# How much were 30 silver coins worth .. ?



## John Bunyan (May 31, 2012)

In U.S. dollars


----------



## Andres (May 31, 2012)

In that time or present? Inflation changes everything.


----------



## lynnie (May 31, 2012)

According to the wonderful world of google, a denarius was one day's pay for the average worker in bible times, and the silver coins Judas got were worth about 3-4 denarius each....so say 100+ days wages, or about 4 months pay.

So whatever you would consider middle class monthly income to be, multiply by four to get the approximate buying power of the 30 coins. Google would say the median for a household is about 50,000 or so, which means Judas got 16 grand.


----------



## John Bunyan (May 31, 2012)

lynnie said:


> According to the wonderful world of google, a denarius was one day's pay for the average worker in bible times, and the silver coins Judas got were worth about 3-4 denarius each....so say 100+ days wages, or about 4 months pay.
> 
> So whatever you would consider middle class monthly income to be, multiply by four to get the approximate buying power of the 30 coins. Google would say the median for a household is about 50,000 or so, which means Judas got 16 grand.


Seems little, when you contrast that value with what other traitors received for their actions. But in the first century that was probably a lot of money. Thank you.



Andres said:


> In that time or present? Inflation changes everything.


Both


----------



## Edward (Jun 1, 2012)

lynnie said:


> , and the silver coins Judas got were worth about 3-4 denarius each....so say 100+ days wages, or about 4 months pay.
> 
> So whatever you would consider middle class monthly income to be, multiply by four to get the approximate buying power of the 30 coins. Google would say the median for a household is about 50,000 or so, which means Judas got 16 grand.

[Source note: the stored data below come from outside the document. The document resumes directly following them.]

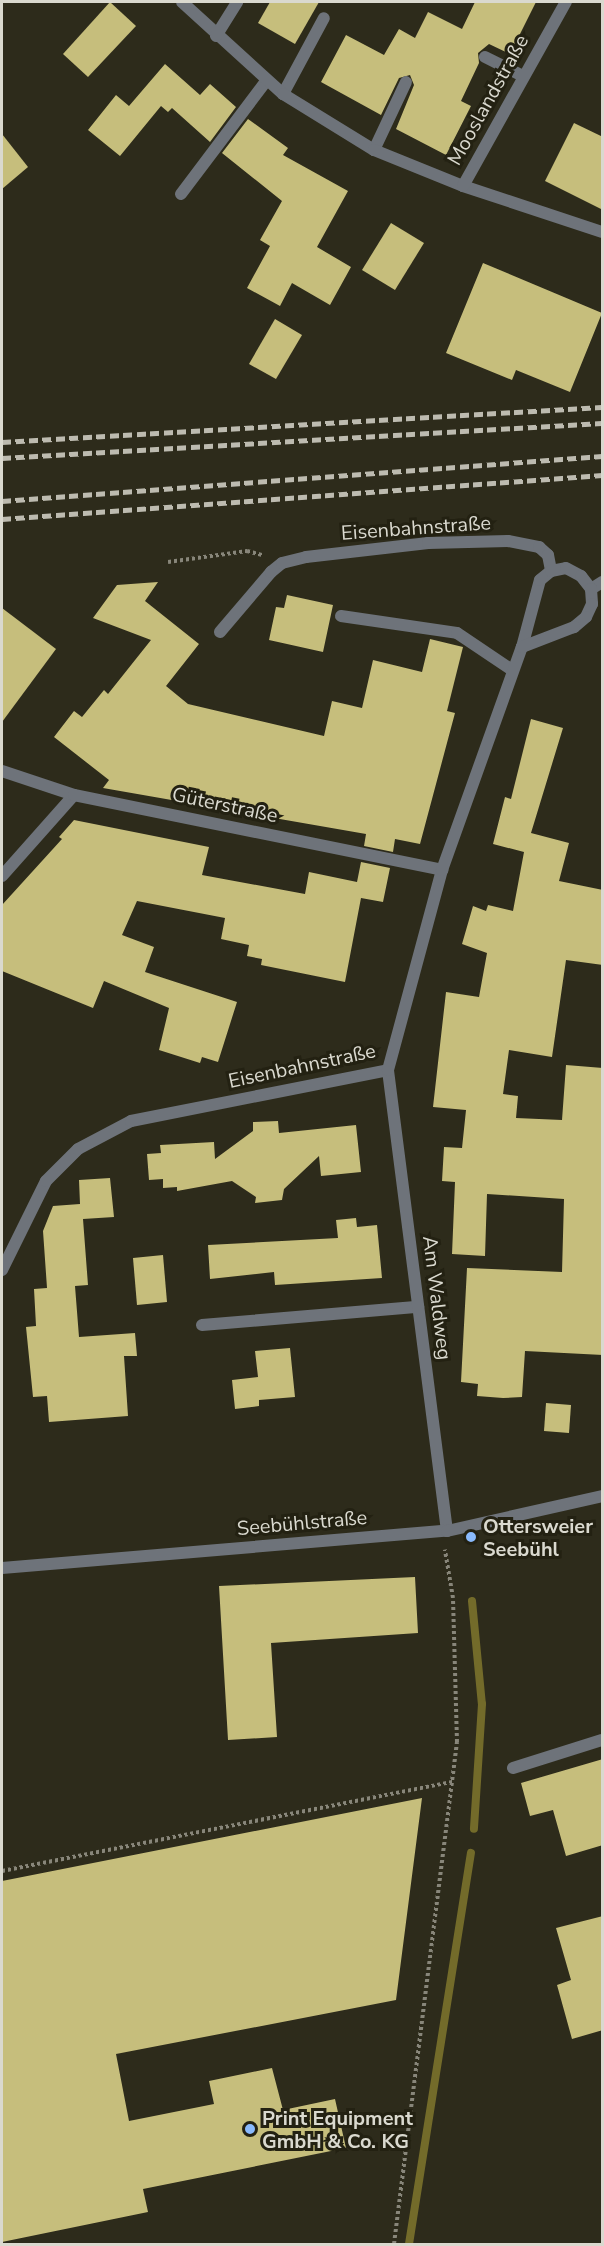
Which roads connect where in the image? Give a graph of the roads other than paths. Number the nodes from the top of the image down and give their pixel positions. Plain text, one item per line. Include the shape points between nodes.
1 (182, 2) edge
2 (237, 2) edge
3 (566, 2) edge
4 (324, 18) dead end
5 (216, 36) junction
6 (485, 57) dead end
7 (524, 76) junction
8 (266, 81) junction
9 (406, 82) dead end
10 (283, 94) junction
11 (374, 150) junction
12 (463, 186) junction
13 (181, 194) dead end
14 (603, 232) edge
15 (552, 571) junction
16 (603, 582) edge
17 (591, 589) junction
18 (341, 616) dead end
19 (220, 632) dead end
20 (522, 647) junction
21 (512, 670) junction
22 (2, 771) edge
23 (74, 795) junction
24 (442, 870) junction
25 (2, 876) edge
26 (388, 1070) junction
27 (2, 1270) edge
28 (418, 1307) junction
29 (202, 1325) dead end
30 (603, 1496) edge
31 (445, 1531) junction
32 (2, 1568) edge
33 (603, 1740) edge
34 (513, 1768) dead end

1 - 5 street, Mooslandstraße
2 - 5 street
3 - 7 street, Mooslandstraße
4 - 10 street
5 - 8 street, Mooslandstraße
6 - 7 street
7 - 12 street, Mooslandstraße
8 - 10 street, Mooslandstraße
8 - 13 street
9 - 11 street
10 - 11 street, Mooslandstraße
11 - 12 street, Mooslandstraße
12 - 14 street, Mooslandstraße
15 - 17 street via 566,568 581,576
15 - 19 street, Eisenbahnstraße via 548,555 539,547 508,541 428,543 282,563
15 - 20 street, Eisenbahnstraße via 540,580
16 - 17 street
17 - 20 street via 592,604 586,617 574,627
18 - 21 street via 457,633
20 - 21 street, Eisenbahnstraße
21 - 24 street, Eisenbahnstraße
22 - 23 street, Güterstraße
23 - 24 street, Güterstraße
23 - 25 street
24 - 26 street, Eisenbahnstraße
26 - 27 street, Eisenbahnstraße via 131,1121 78,1149 46,1181
26 - 28 street, Am Waldweg
28 - 29 street
28 - 31 street, Am Waldweg
30 - 31 street, Seebühlstraße
31 - 32 street, Seebühlstraße
33 - 34 street

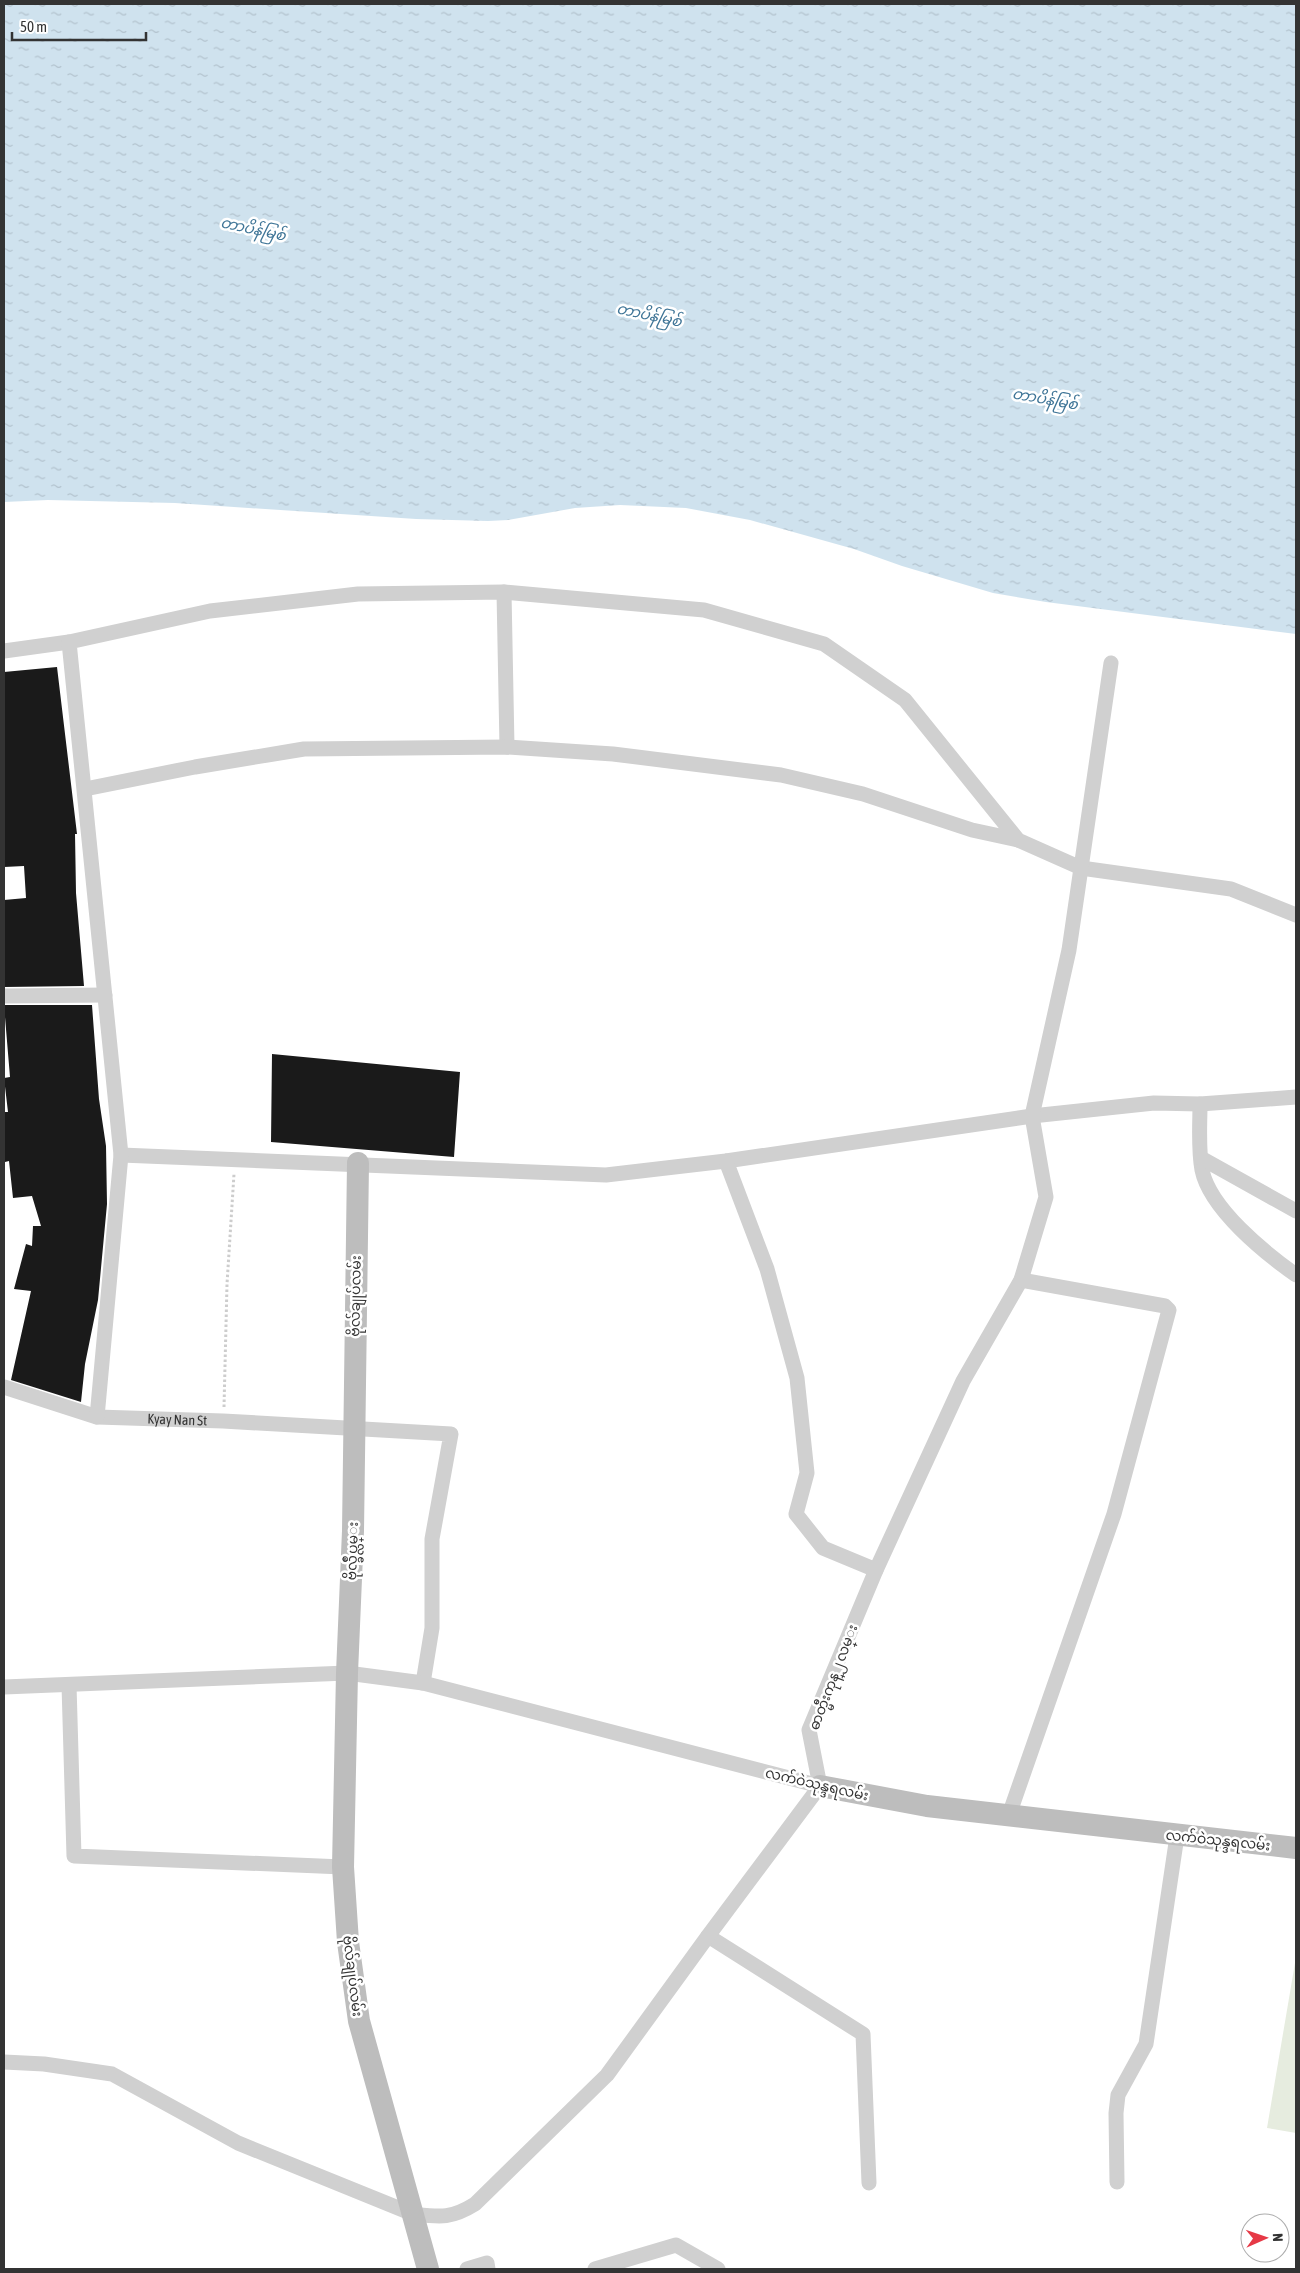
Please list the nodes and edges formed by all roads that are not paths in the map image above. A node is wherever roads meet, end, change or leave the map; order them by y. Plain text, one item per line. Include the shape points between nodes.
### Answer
1 (504, 592) junction
2 (69, 642) junction
3 (4, 651) edge
4 (1111, 663) dead end
5 (507, 747) junction
6 (85, 789) junction
7 (1018, 840) junction
8 (1081, 868) junction
9 (1296, 916) edge
10 (105, 995) junction
11 (4, 996) edge
12 (1296, 1097) edge
13 (1200, 1104) junction
14 (1032, 1116) junction
15 (121, 1155) junction
16 (1202, 1158) junction
17 (726, 1161) junction
18 (358, 1163) junction
19 (1296, 1212) edge
20 (1296, 1274) edge
21 (1021, 1280) junction
22 (4, 1387) edge
23 (97, 1417) junction
24 (354, 1429) junction
25 (876, 1570) junction
26 (347, 1673) junction
27 (423, 1683) junction
28 (69, 1685) junction
29 (4, 1687) edge
30 (820, 1786) junction
31 (1009, 1815) junction
32 (1177, 1836) junction
33 (1296, 1848) edge
34 (344, 1867) junction
35 (708, 1936) junction
36 (4, 2062) edge
37 (1117, 2182) dead end
38 (869, 2183) dead end
39 (413, 2214) junction
40 (428, 2269) edge
41 (467, 2269) edge
42 (488, 2269) edge
43 (595, 2269) edge
44 (718, 2269) edge

1 - 2 street via 358,594 210,611
1 - 5 street
1 - 7 street via 704,610 824,644 905,700
2 - 3 street
2 - 6 street
4 - 8 street
5 - 6 street via 304,749 195,766
5 - 7 street via 614,754 781,775 863,794 972,830
6 - 10 street
7 - 8 street
8 - 9 street via 1231,889
8 - 14 street via 1069,950
10 - 11 street
10 - 15 street
12 - 13 street
13 - 14 street via 1154,1103
13 - 16 street
14 - 17 street
14 - 21 street, ဓာတ္မီးကုန္ ၂ လမ္း via 1046,1197
15 - 18 street
15 - 23 street
16 - 19 street
16 - 20 street via 1202,1170 1213,1195 1244,1234
17 - 18 street via 606,1175
17 - 25 street via 767,1269 797,1378 807,1473 796,1514 823,1548
18 - 24 street, ဗိုလ်ချုပ်လမ်း
21 - 25 street, ဓာတ္မီးကုန္ ၂ လမ္း via 963,1381
21 - 31 street via 1165,1306 1169,1310 1114,1514
22 - 23 street, Kyay Nan St
23 - 24 street, Kyay Nan St
24 - 26 street, ဗိုလ္ခ်ဳပ္လမ္း
24 - 27 street, Kyay Nan St via 451,1434 432,1539 432,1628
25 - 30 street, ဓာတ္မီးကုန္ ၂ လမ္း via 809,1730
26 - 27 street, လက်ဝဲသုန္ဒရလမ်း
26 - 28 street, လက်ဝဲသုန္ဒရလမ်း
26 - 34 street, ဗိုလ်ချုပ်လမ်း
27 - 30 street, လက်ဝဲသုန္ဒရလမ်း
28 - 29 street, လက်ဝဲသုန္ဒရလမ်း
28 - 34 street via 74,1856
30 - 31 street, လက်ဝဲသုန္ဒရလမ်း via 927,1806
30 - 35 street
31 - 32 street, လက်ဝဲသုန္ဒရလမ်း
32 - 33 street, လက်ဝဲသုန္ဒရလမ်း
32 - 37 street via 1146,2044 1118,2095
34 - 39 street, ဗိုလ်ချုပ်လမ်း via 348,1942 359,2021
35 - 38 street via 863,2034
35 - 39 street via 607,2075 475,2204 444,2218
36 - 39 street via 112,2074 238,2143
39 - 40 street, ဗိုလ်ချုပ်လမ်း
41 - 42 street via 487,2263
43 - 44 street via 676,2245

That number looks a bit high. 

Silver is currently going for just under $28 a troy ounce (for metal that is probably more pure than was available then). Unless I'm making a math error somewhere or misplacing a decimal, that would be about $400 per pound. So $16,000 would work out to about 40 pounds of silver.


----------



## py3ak (Jun 1, 2012)

Andres said:


> In that time or present? Inflation changes everything.



There were no U.S. dollars at that time....


----------



## rookie (Jun 1, 2012)

py3ak said:


> Andres said:
> 
> 
> > In that time or present? Inflation changes everything.
> ...



And the closest estimate historians could make, were for example, that the ointment that was used to wash the Lord's feet, was valued at between $11 000 and $17 000.....

I have no issue believing that 30 pieces of silver might have been quite costly..how much...we may never know the exact amount, we can only go by the average person's salary. Here in Canada it's about $35 000 - $45 000 yearly... Minimum wage in New Brunswick is about $19 000.


----------



## Constantlyreforming (Jun 1, 2012)

I am sure that the silver coins added up to some mystical number that if repeated 12 times (the # of disciples) and then written down a certain way, would make one inherit certain blessings.





(completely kidding)


----------



## Unoriginalname (Jun 1, 2012)

Edward said:


> Quote Originally Posted by lynnie View Post
> , and the silver coins Judas got were worth about 3-4 denarius each....so say 100+ days wages, or about 4 months pay.
> 
> So whatever you would consider middle class monthly income to be, multiply by four to get the approximate buying power of the 30 coins. Google would say the median for a household is about 50,000 or so, which means Judas got 16 grand.
> That number looks a bit high.


It was at least enough to buy a field.


----------



## Pilgrim Standard (Jun 1, 2012)

Unoriginalname said:


> It was at least enough to buy a field.


Now there is a good use of analogia fidei applied to biblically historic economics right?
WCF Ch 1 Section 9 "The infallible rule of interpretation of Scripture is the Scripture itself: and therefore, when there is a question about the true and full sense of any Scripture (which is not manifold, but one), it must be searched and known by other places that speak more clearly."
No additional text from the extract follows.